The person in custody must, prior to interrogation, be clearly informed that he has the right to remain silent, and that anything he says will be used against him in court; he must be clearly informed that he has the right to consult with a lawyer and to have the lawyer with him during interrogation, and that, if he is indigent, a lawyer will be appointed to represent him.

The judgment didn’t mention Miranda, but the wording that evolved became known as the Miranda Warning and the verb Mirandize entered the lexicon. In 1968, the warning’s text was finalized by California deputy attorney general Doris Maier and district attorney Harold Berliner. It reads:

You have the right to remain silent. Anything you say can and will be used against you in a court of law. You have the right to an attorney. If you cannot afford an attorney, one will be provided for you. Do you understand the rights I have just read to you? With these rights in mind, do you wish to speak to me?

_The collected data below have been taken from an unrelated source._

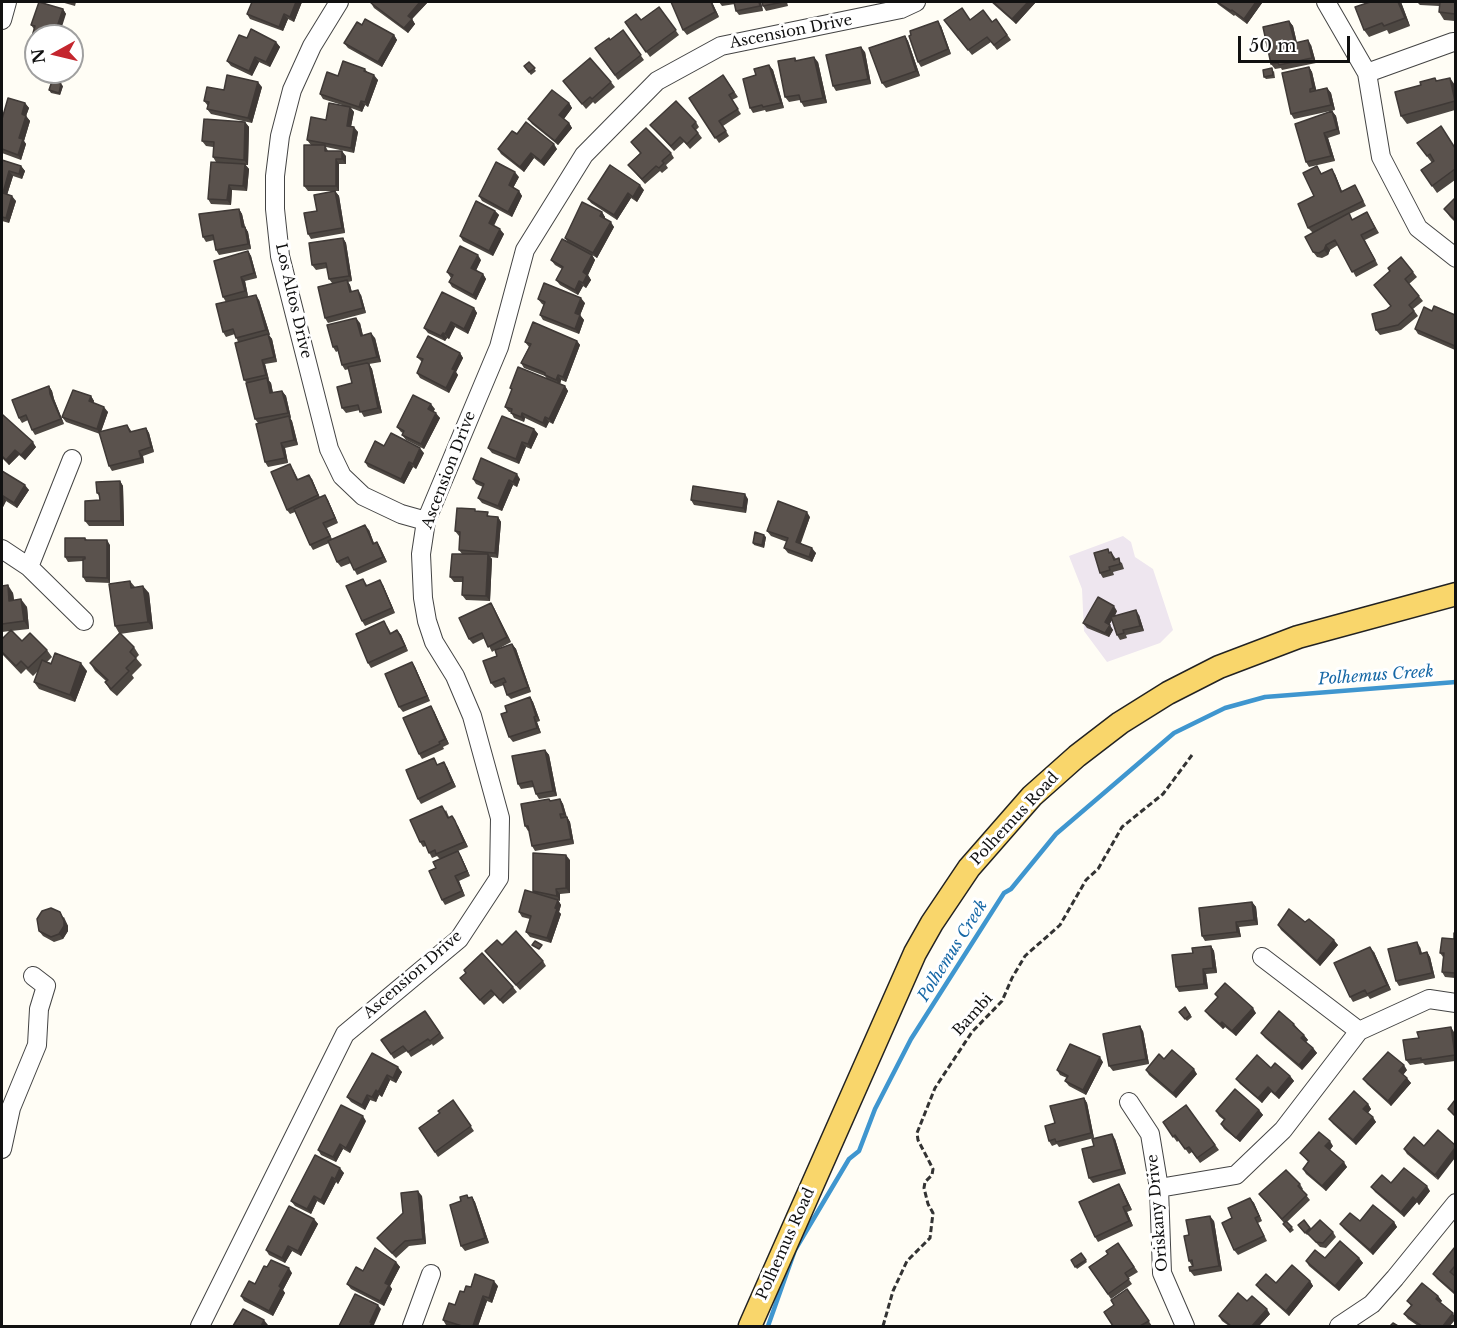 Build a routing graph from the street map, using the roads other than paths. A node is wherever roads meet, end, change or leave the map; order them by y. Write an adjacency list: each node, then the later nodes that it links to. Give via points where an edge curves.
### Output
1 (7, 2): 5 (street)
2 (339, 2): 10 (street, Los Altos Drive, via 312,46 292,90 280,136 274,209 280,256 329,449 342,476 363,496)
3 (916, 2): 10 (street, Ascension Drive, via 901,9 721,46 657,81 584,155 525,250 499,347)
4 (1326, 2): 7 (street)
5 (2, 20)
6 (1455, 42): 7 (street)
7 (1367, 73): 8 (street, via 1381,158 1418,228)
8 (1455, 258)
9 (72, 459): 12 (street)
10 (426, 521): 24 (street, Ascension Drive, via 421,576 427,621 472,716 500,818 499,878 459,939 345,1034)
11 (2, 549): 12 (street)
12 (29, 567): 14 (street)
13 (1455, 594): 26 (main road, Polhemus Road, via 1329,628 1219,667 1120,723 1032,796 969,868 915,953)
14 (84, 621)
15 (1262, 957): 18 (street)
16 (33, 976): 20 (street, via 46,987 39,1009 37,1045 11,1108)
17 (1455, 1003): 18 (street, via 1429,999)
18 (1359, 1031): 21 (street, via 1283,1130 1236,1175)
19 (1129, 1102): 21 (street, Oriskany Drive, via 1150,1134)
20 (2, 1149)
21 (1159, 1188): 27 (street, Oriskany Drive, via 1162,1273)
22 (1455, 1203): 28 (street, via 1372,1304)
23 (431, 1274): 25 (street)
24 (200, 1326)
25 (412, 1326)
26 (750, 1326)
27 (1185, 1326)
28 (1339, 1326) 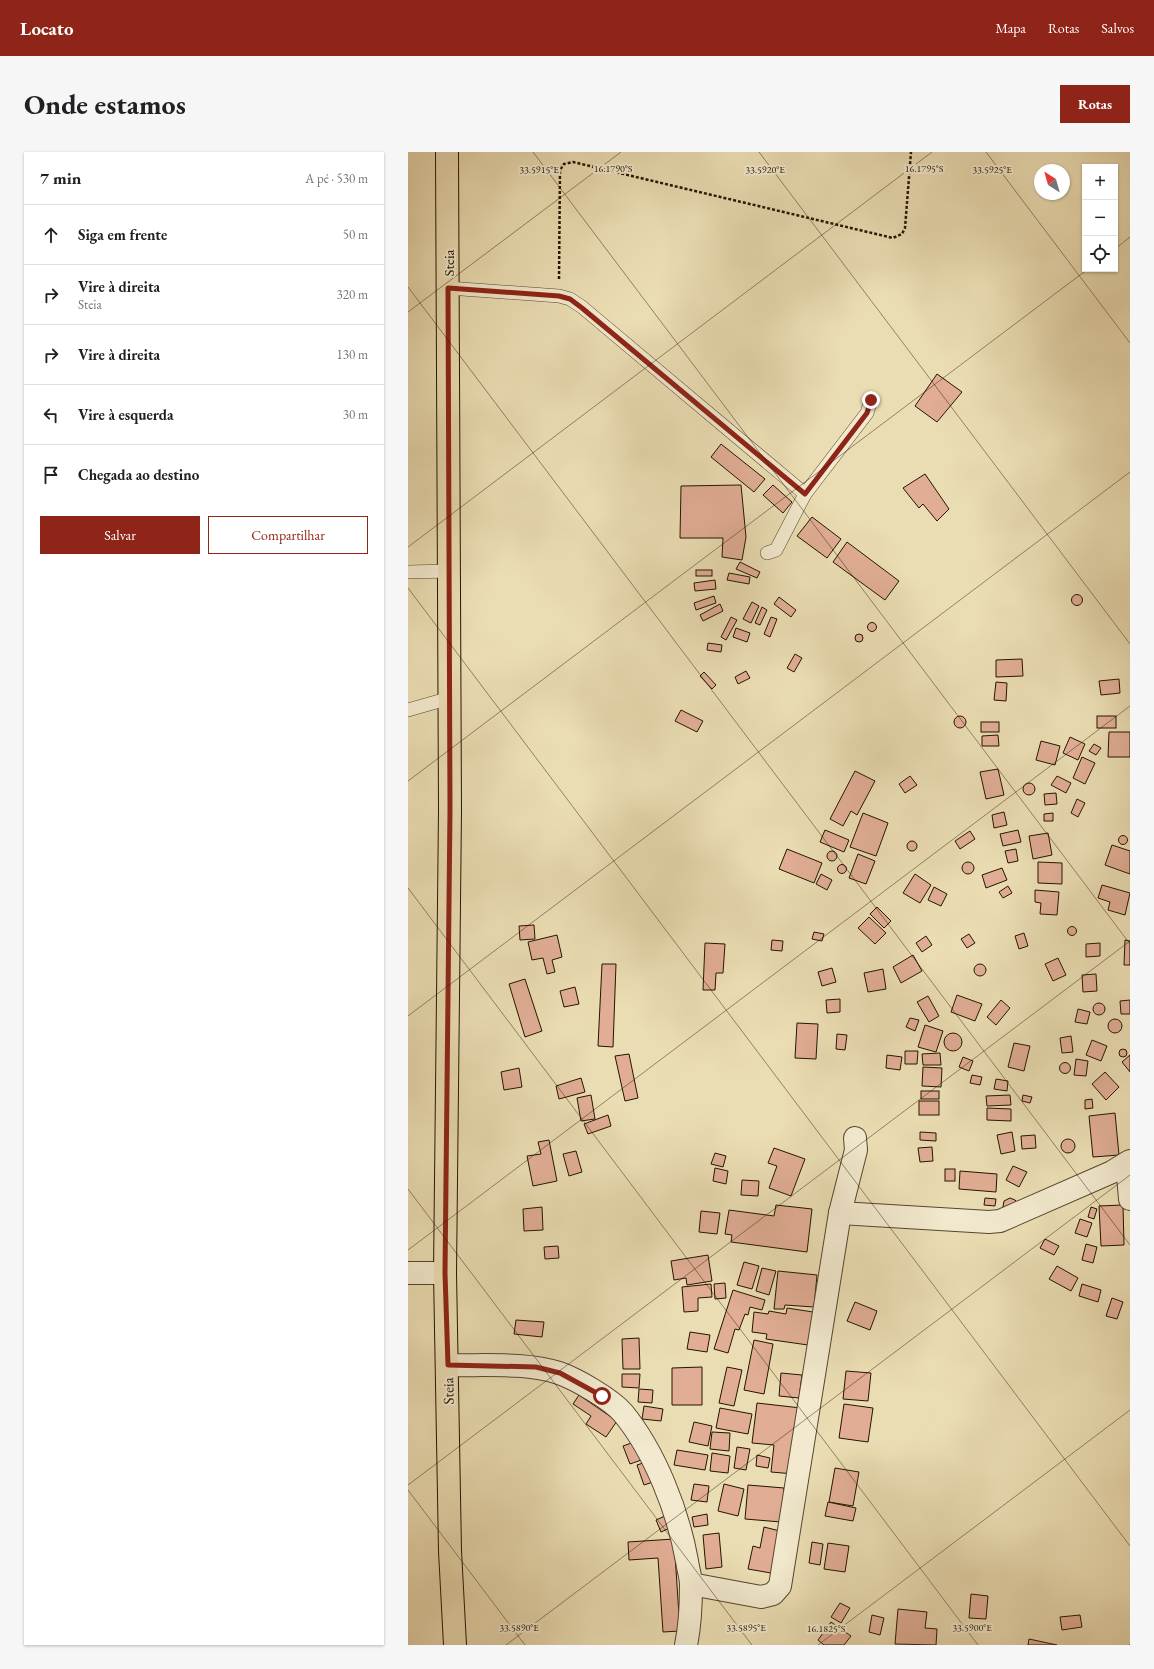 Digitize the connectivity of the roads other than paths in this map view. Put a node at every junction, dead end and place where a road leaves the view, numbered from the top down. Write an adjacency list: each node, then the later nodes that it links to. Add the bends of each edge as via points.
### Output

The ABA provides more detail on its website:

The purpose of the Miranda Warning is to ensure the accused are aware of, and reminded of, these rights under the U.S. Constitution, and that they know they can invoke them at any time during the interrogation. Miranda Rights are given under circumstances of “custody” and “interrogation.”
• Custody means formal arrest or the deprivation of freedom to an extent associated with formal arrest.
• Interrogation means explicit questioning or actions that are reasonably likely to elicit an incriminating response.
• Contrary to what is depicted on many television shows, the police do not need to give the Miranda Warnings before making an arrest. But the warning must be given before interrogating a person while in custody.

Ernesto Miranda’s conviction was overturned, but he did not go free. He was tried again, using witnesses and other evidence, and convicted. After he was granted parole in 1972, he made money autographing the Miranda Warning cards that police were required to carry and recite to suspects. He was arrested for several driving offenses and had his license revoked. In 1975, he was arrested for possession of a firearm, in violation of his parole. He was sent back to prison for a year. On January 31, 1976, after his release, he got into a bar fight and was stabbed to death.

On June 17, 2013, the Supreme Court ruled in Salinas v. Texas that remaining silent is not enough. Justice Samuel Alito said that the privilege against self-incrimination must be expressly invoked, or a prosecutor could use a suspect’s silence against him. Justices Clarence Thomas and Antonin Scalia stated that they concurred but would have gone further and overruled the 1965 Griffin v. California judgment, in which the Supreme Court decided that the Fifth Amendment privilege against self-incrimination prohibits a prosecutor or judge from negatively commenting on a defendant’s failure to testify.

Shouldn’t the warning be updated? “You have the right to remain silent, but only if you tell us first.” If you don’t answer because you don’t understand or because, frankly, it’s so ironic it sounds like a trick question, does that mean you have waived your rights? It’s like getting tagged out in the schoolyard (“You didn’t say ‘Olly, olly, oxen free‘!”) except in this case, you may go to prison for not saying the magic words.

Know your rights, protect those rights, and have a safe and happy Law Day!